Keskeiset käsitteet
The core message of this work is to develop a nonintrusive data-driven method, called Lagrangian operator inference (L-OpInf), that can learn reduced-order models (ROMs) of large-scale Lagrangian dynamical systems while preserving the underlying Lagrangian structure.
Tiivistelmä
The key highlights and insights of this work are:
The authors develop a nonintrusive physics-preserving method called Lagrangian operator inference (L-OpInf) to learn ROMs of large-scale Lagrangian systems, including nonlinear wave equations and mechanical systems with external nonconservative forcing.
The proposed L-OpInf method exploits knowledge about the space-time continuous Lagrangian at the PDE level to define and parametrize a Lagrangian ROM form, which is then learned from trajectory data via a constrained linear least-squares problem.
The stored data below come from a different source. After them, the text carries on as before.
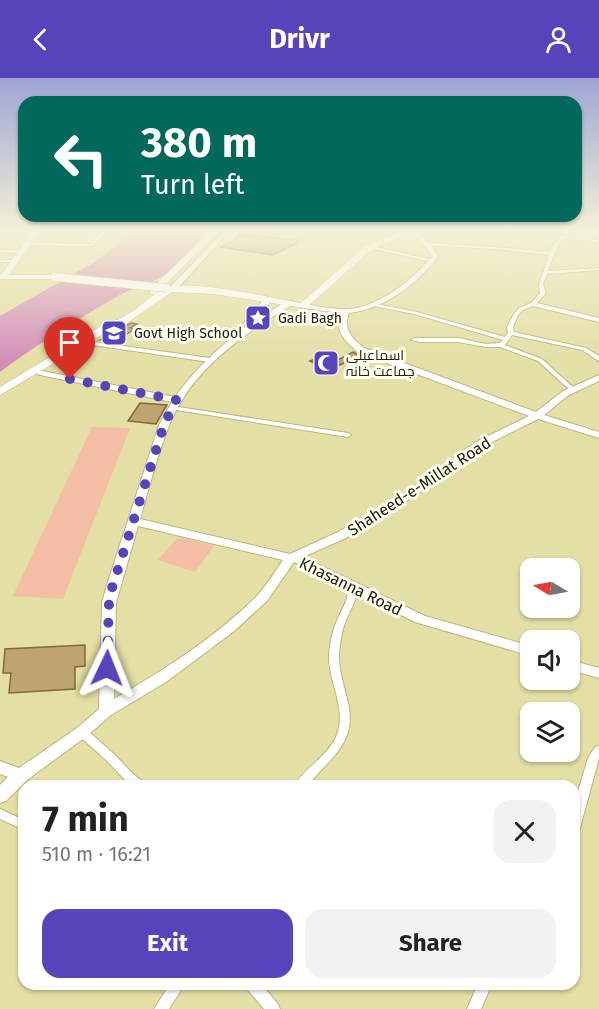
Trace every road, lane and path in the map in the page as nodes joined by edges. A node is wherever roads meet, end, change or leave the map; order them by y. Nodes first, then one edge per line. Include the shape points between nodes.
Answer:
1 (173, 274) edge
2 (184, 274) edge
3 (339, 274) edge
4 (416, 274) edge
5 (544, 274) edge
6 (2, 279) edge
7 (169, 289) junction
8 (268, 300) junction
9 (289, 303) junction
10 (533, 304) junction
11 (372, 305) junction
12 (303, 306) junction
13 (346, 311) junction
14 (599, 320) edge
15 (254, 321) junction
16 (103, 330) junction
17 (511, 333) junction
18 (505, 339) junction
19 (414, 340) dead end
20 (81, 342) junction
21 (500, 345) junction
22 (599, 359) edge
23 (209, 360) junction
24 (40, 372) dead end
25 (599, 378) edge
26 (573, 390) junction
27 (0, 392) edge
28 (174, 404) junction
29 (537, 416) junction
30 (348, 435) dead end
31 (599, 435) edge
32 (132, 521) junction
33 (291, 558) junction
34 (352, 584) junction
35 (520, 648) edge
36 (580, 668) edge
37 (599, 673) edge
38 (106, 711) junction
39 (82, 732) junction
40 (599, 750) edge
41 (0, 767) edge
42 (21, 775) junction
43 (132, 780) edge
44 (304, 780) edge
45 (0, 796) edge
46 (580, 806) edge
47 (0, 814) edge
48 (18, 822) edge
49 (174, 990) edge
50 (257, 990) edge
51 (482, 990) edge
52 (161, 1009) edge
53 (273, 1009) edge
54 (474, 1009) edge

1 - 16 highway
2 - 7 main road
3 - 12 highway
4 - 11 main road
5 - 10 street via 541,284 544,290
6 - 7 main road, bridge via 55,277
7 - 8 highway
7 - 16 highway
8 - 9 highway
8 - 15 main road
9 - 12 highway
9 - 15 main road
10 - 14 street
10 - 17 street via 516,315
11 - 13 main road
11 - 18 street
12 - 13 main road
13 - 29 main road via 341,325 361,350
15 - 23 main road
16 - 20 highway
17 - 18 street
17 - 22 street via 584,349
18 - 21 street
19 - 21 street
20 - 23 street
20 - 27 highway
21 - 26 street via 540,360
23 - 28 main road
24 - 28 main road
25 - 26 main road, Shaheed-e-Millat Road
26 - 29 main road, Shaheed-e-Millat Road
28 - 30 street
28 - 32 main road
29 - 31 main road
29 - 33 main road, Shaheed-e-Millat Road via 480,444 412,493 342,535
32 - 33 main road, Khasanna Road
32 - 38 main road via 109,603
33 - 34 main road, Khasanna Road
33 - 38 main road, Shaheed-e-Millat Road via 262,598 228,628 161,678
34 - 35 main road, Khasanna Road via 420,619
34 - 44 street via 354,596 340,624 334,657 335,679 346,708 344,729 336,749
36 - 37 main road
38 - 39 main road, Shaheed-e-Millat Road
39 - 42 main road, Shaheed-e-Millat Road
39 - 43 street
40 - 46 street
41 - 42 main road
42 - 45 main road, Shaheed-e-Millat Road
47 - 48 street
49 - 52 street
50 - 53 street
51 - 54 street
Numerical results demonstrate that the learned Lagrangian ROMs can accurately predict the physical solutions both far outside the training time interval and for unseen initial conditions, unlike standard operator inference methods that violate the underlying Lagrangian structure.
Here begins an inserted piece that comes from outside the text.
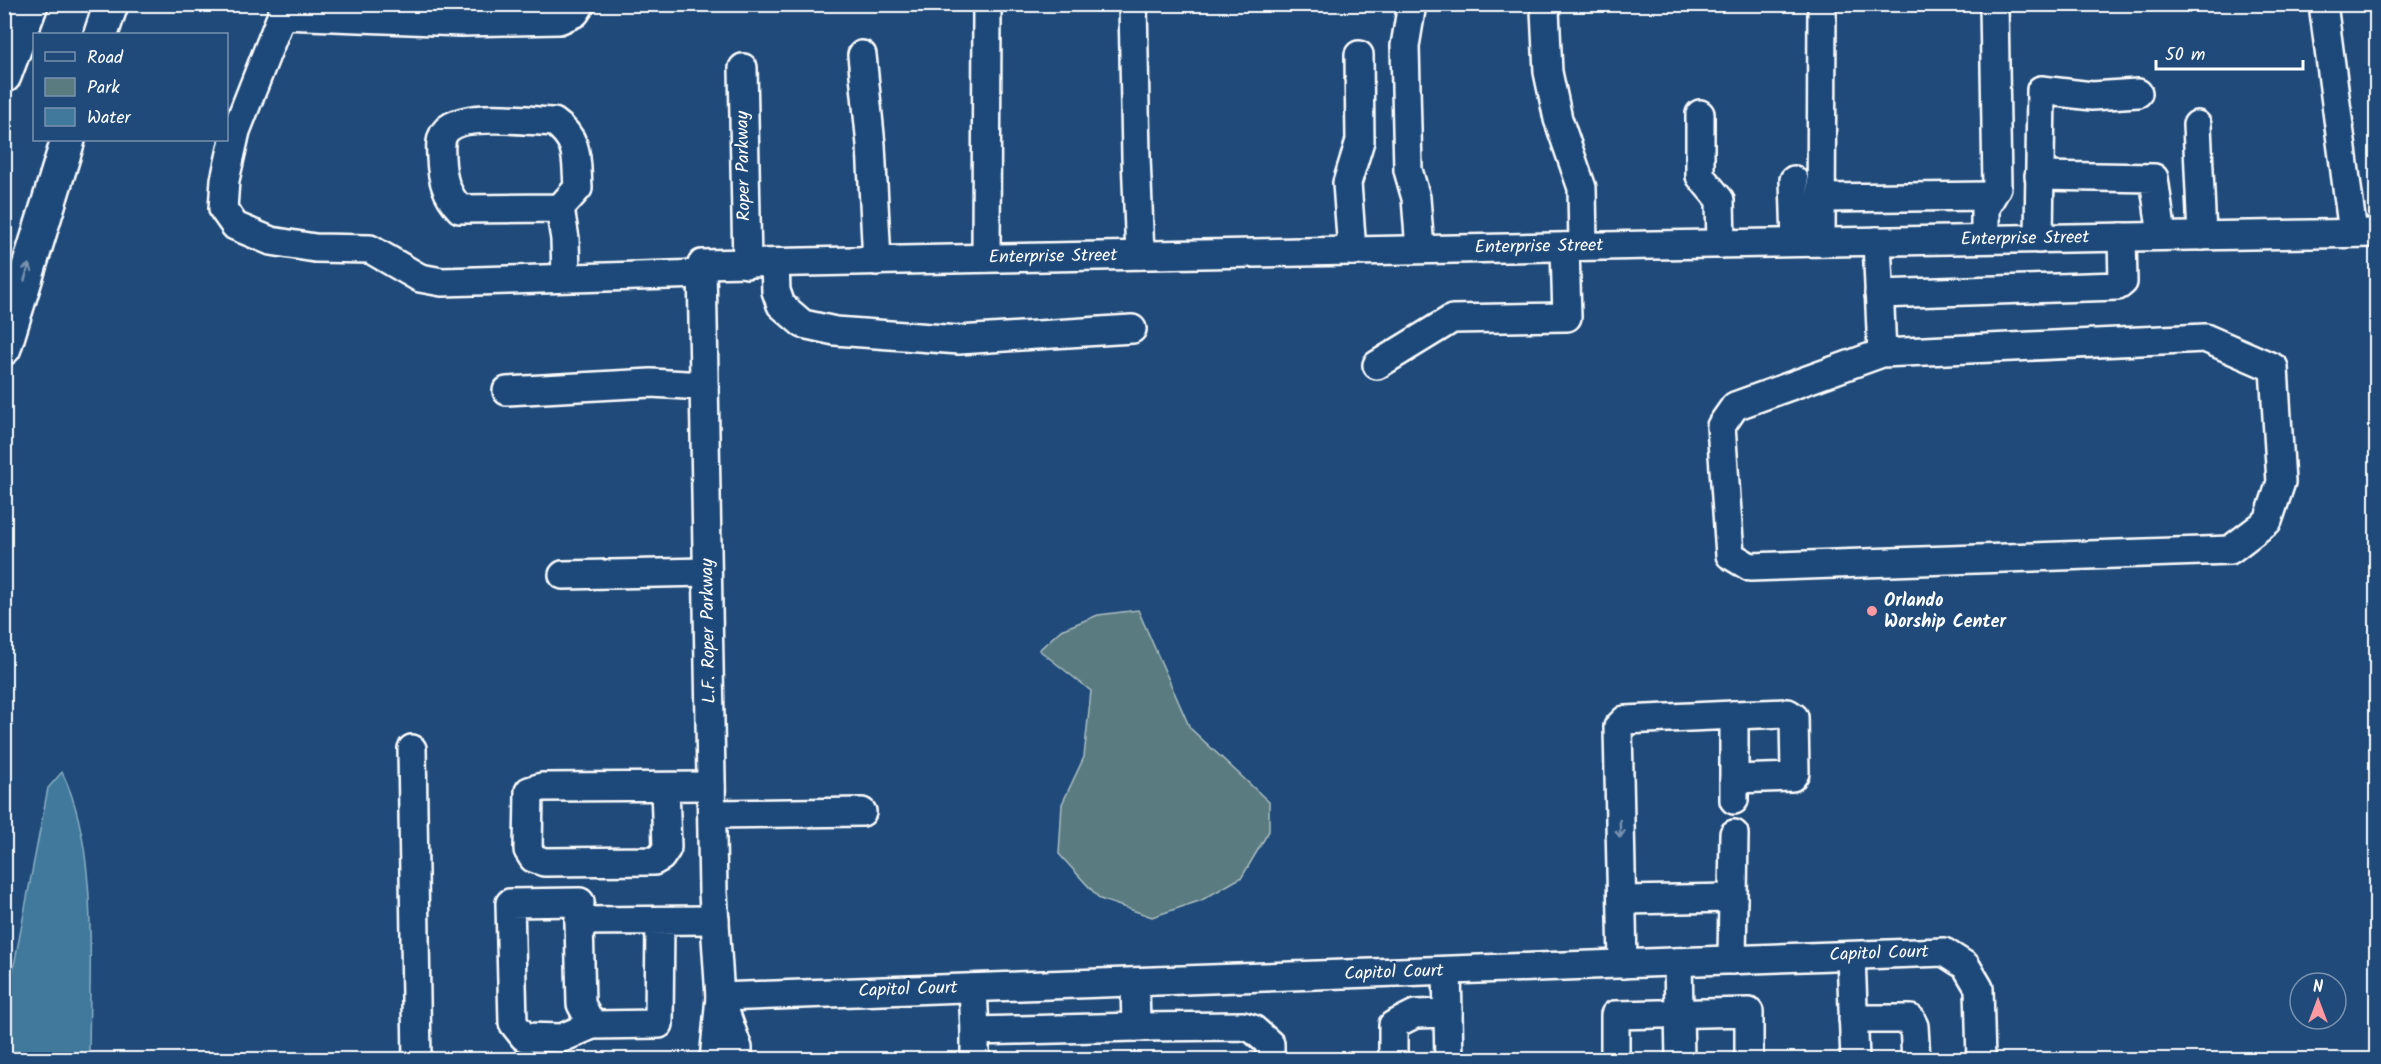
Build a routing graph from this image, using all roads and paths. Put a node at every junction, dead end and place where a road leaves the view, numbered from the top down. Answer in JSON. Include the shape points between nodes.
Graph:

The authors learn Lagrangian ROMs for a high-dimensional soft-robotic fishtail model with dissipation and time-dependent control input, showcasing the versatility and robustness of the proposed method to unknown control inputs.
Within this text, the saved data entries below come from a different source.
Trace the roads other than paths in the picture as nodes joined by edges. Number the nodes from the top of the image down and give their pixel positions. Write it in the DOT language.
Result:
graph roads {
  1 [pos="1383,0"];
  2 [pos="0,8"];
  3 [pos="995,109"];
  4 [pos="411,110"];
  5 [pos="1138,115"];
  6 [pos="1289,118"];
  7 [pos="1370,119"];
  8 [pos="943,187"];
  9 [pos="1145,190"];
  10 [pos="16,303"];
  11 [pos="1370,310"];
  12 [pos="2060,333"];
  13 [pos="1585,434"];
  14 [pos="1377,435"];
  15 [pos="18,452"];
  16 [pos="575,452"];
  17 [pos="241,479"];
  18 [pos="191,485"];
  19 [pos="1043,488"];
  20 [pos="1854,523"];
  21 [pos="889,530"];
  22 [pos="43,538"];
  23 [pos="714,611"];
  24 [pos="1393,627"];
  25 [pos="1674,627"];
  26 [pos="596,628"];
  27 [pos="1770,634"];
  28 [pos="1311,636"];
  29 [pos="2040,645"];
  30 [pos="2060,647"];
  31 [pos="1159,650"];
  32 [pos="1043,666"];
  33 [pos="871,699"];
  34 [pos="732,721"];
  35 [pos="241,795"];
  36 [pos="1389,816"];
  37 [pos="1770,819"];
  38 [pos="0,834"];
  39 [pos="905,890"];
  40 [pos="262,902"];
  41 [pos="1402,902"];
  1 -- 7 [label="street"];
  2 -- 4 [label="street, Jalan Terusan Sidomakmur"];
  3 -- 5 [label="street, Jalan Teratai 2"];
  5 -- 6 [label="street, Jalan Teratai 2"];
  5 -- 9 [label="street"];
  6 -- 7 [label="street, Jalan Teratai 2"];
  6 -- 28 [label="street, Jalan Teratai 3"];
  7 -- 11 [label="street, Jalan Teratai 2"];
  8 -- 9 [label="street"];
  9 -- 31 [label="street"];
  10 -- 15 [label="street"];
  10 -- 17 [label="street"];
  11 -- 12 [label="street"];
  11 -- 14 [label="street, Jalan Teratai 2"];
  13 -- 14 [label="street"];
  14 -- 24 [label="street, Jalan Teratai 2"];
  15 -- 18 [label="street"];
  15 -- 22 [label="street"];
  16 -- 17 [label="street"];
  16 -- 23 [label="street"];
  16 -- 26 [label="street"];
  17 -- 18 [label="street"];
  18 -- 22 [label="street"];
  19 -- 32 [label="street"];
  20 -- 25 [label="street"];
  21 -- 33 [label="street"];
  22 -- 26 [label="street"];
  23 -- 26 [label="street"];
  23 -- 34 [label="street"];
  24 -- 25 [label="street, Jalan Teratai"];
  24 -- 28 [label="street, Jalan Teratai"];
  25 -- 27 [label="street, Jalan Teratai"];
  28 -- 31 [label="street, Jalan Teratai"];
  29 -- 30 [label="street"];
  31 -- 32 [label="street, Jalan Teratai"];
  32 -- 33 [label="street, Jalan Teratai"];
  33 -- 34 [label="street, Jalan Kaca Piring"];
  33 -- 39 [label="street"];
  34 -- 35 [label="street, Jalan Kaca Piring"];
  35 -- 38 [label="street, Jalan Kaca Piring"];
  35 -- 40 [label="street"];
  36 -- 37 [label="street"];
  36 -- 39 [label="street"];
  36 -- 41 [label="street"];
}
Unlike structure-preserving Hamiltonian approaches that require both trajectory and momentum data, the presented L-OpInf method can learn accurate and stable ROMs with bounded energy error from high-dimensional trajectory data alone.
Tilastot
The authors do not provide any specific numerical data or metrics in the content. The focus is on the methodology and numerical demonstrations.
Lainaukset
There are no direct quotes from the content that are relevant to the key logics.